И что же делать? Не ехать, не прикладываться, не причащаться у великих святынь?.. Но задавая эти вопросы, и мучая себя ими, давно знаешь ответ. Конечно же, ехать, стараться хранить в себе тишину, учиться. Мы же знаем, что никогда не готовы к причастию, и никогда не сможем быть по-настоящему готовыми, и тем не менее идем к нему – такими, какие есть. И идем к Чаше рядом с такими же не готовыми, но идем все вместе, одной церковной семьей.
Вот и в этой поездке, которая по концентрации своей была выдающейся, больше всего в минуты сомнений, растерянности и слабости – помогали общая молитва – утреннее и вечернее правило в автобусе, в чьем-то номере, в домовом храме паломнической гостиницы и совместное чтение Евангелия перед сном. Когда, думаю, каждый из нас, даже, не отрывая глаз от книг и не оборачиваясь, чувствовал голос другого стоящего рядом, как свой собственный, особенно когда тот дрожал и срывался.
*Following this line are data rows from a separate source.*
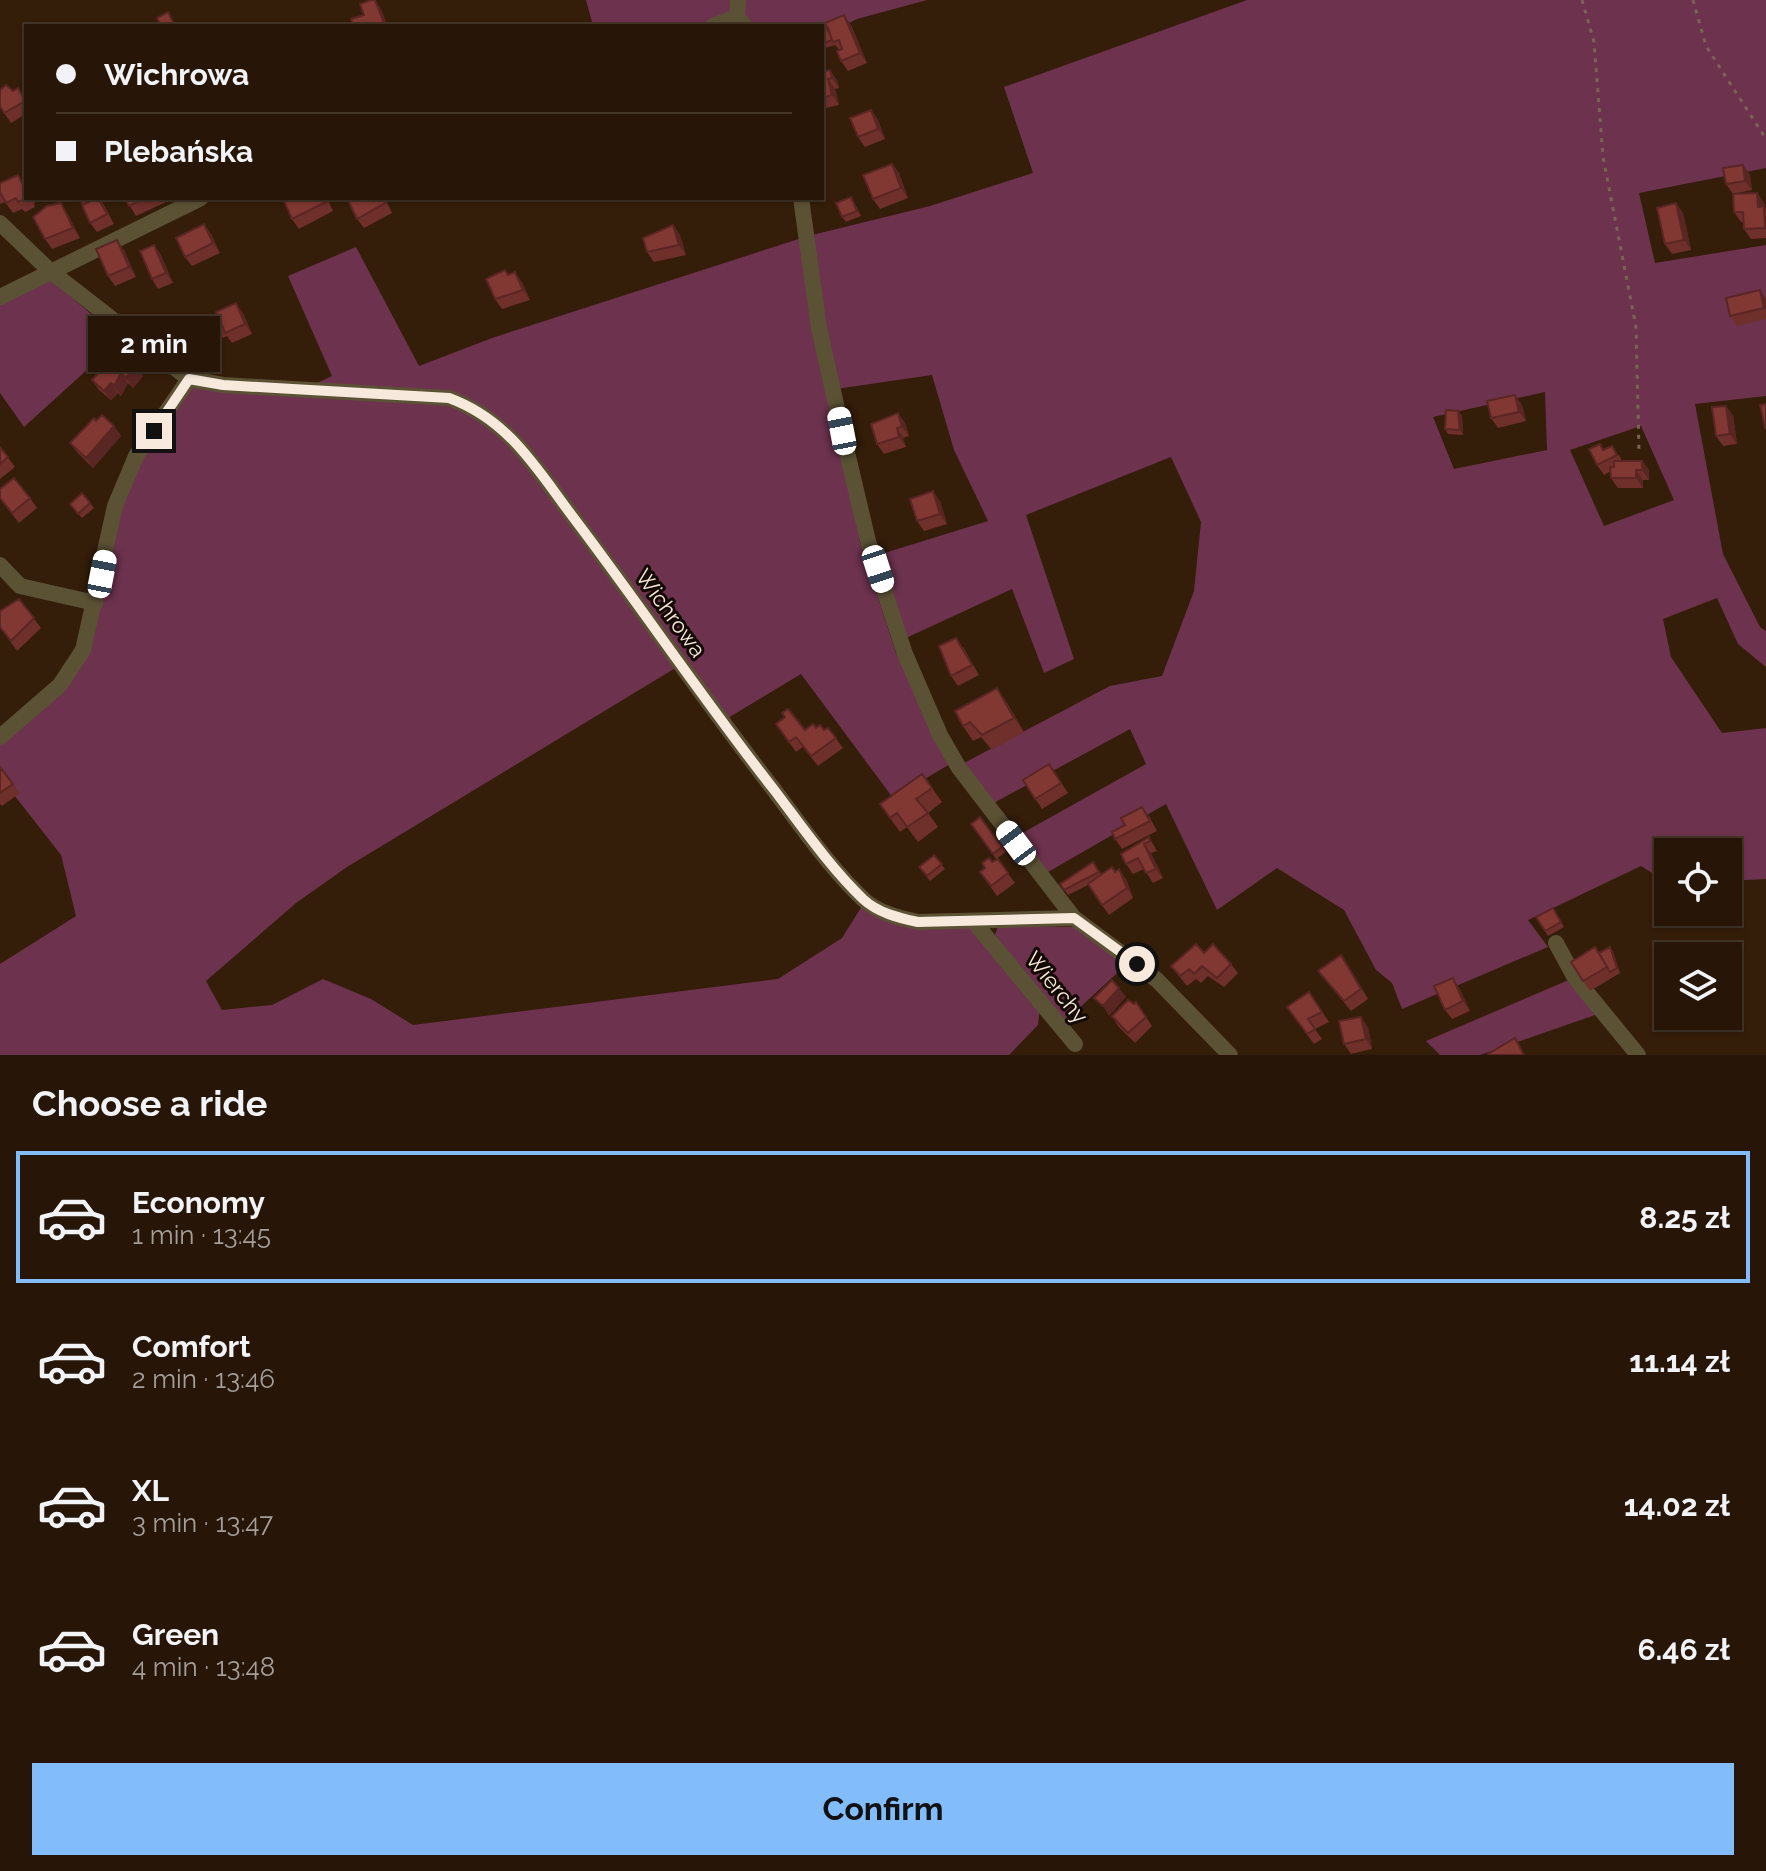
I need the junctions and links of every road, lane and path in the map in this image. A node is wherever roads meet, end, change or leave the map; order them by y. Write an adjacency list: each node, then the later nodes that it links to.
1 (738, 0): 4 (street)
2 (1582, 0): 12 (path)
3 (1693, 0): 5 (path)
4 (741, 22)
5 (1766, 139)
6 (197, 200): 9 (street)
7 (801, 200): 16 (street)
8 (0, 223): 9 (street, Wichrowa)
9 (49, 270): 10 (street); 11 (street, Wichrowa)
10 (0, 297)
11 (189, 379): 14 (street); 17 (street, Wichrowa)
12 (1639, 451)
13 (0, 565): 14 (street)
14 (95, 603): 15 (street)
15 (0, 737)
16 (1074, 918): 17 (street, Wichrowa); 20 (street)
17 (974, 922): 19 (street, Wierchy)
18 (1556, 943): 21 (street)
19 (1075, 1044)
20 (1230, 1055)
21 (1638, 1055)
И еще, конечно же, не впадать в чрезмерное самоукорение, которое глаза застит, и «не терять трезвение», к чему нас всегда так последовательно и строго призывает отец Максим, помогал Тимофей. Тот самый Тимофей Китнис, возглавляющий паломнический центр апостола Фомы в Европе, с которым вот уже несколько лет подряд многие из нас колесят по Франции, Италии, Германии, Швейцарии и слушают его нескончаемые повествования о былых временах. Он не рассказывает эпатирующие байки разных времен и народов, как многие даже в своем роде блестящие экскурсоводы, он как бы вместе с тобой нащупывает главные «исторические узлы» (выражение Солженицина) и, интерпретирует их с позиций христианской истории, подкрепляя примерами. При этом даже если некоторые из них ты уже не раз слышал, то эффект реальности тех стародавних событий только усиливается, потому что Тимофей говорит так, будто бы сам вспоминает прошедшие времена. И они буквально на твоих глазах, сменяя друг друга, словно волны, прокатываются по Европе, покрывая и те исторически важные места, в которых мы находимся в данный момент. В конце поездки, в своем благодарственном слове отец Максим сказал о «редком свойстве Тимофея: сочетании настоящего профессионализма и душевных качеств». А как мы все знаем, из его уст такая прямая похвала дорогого стоит.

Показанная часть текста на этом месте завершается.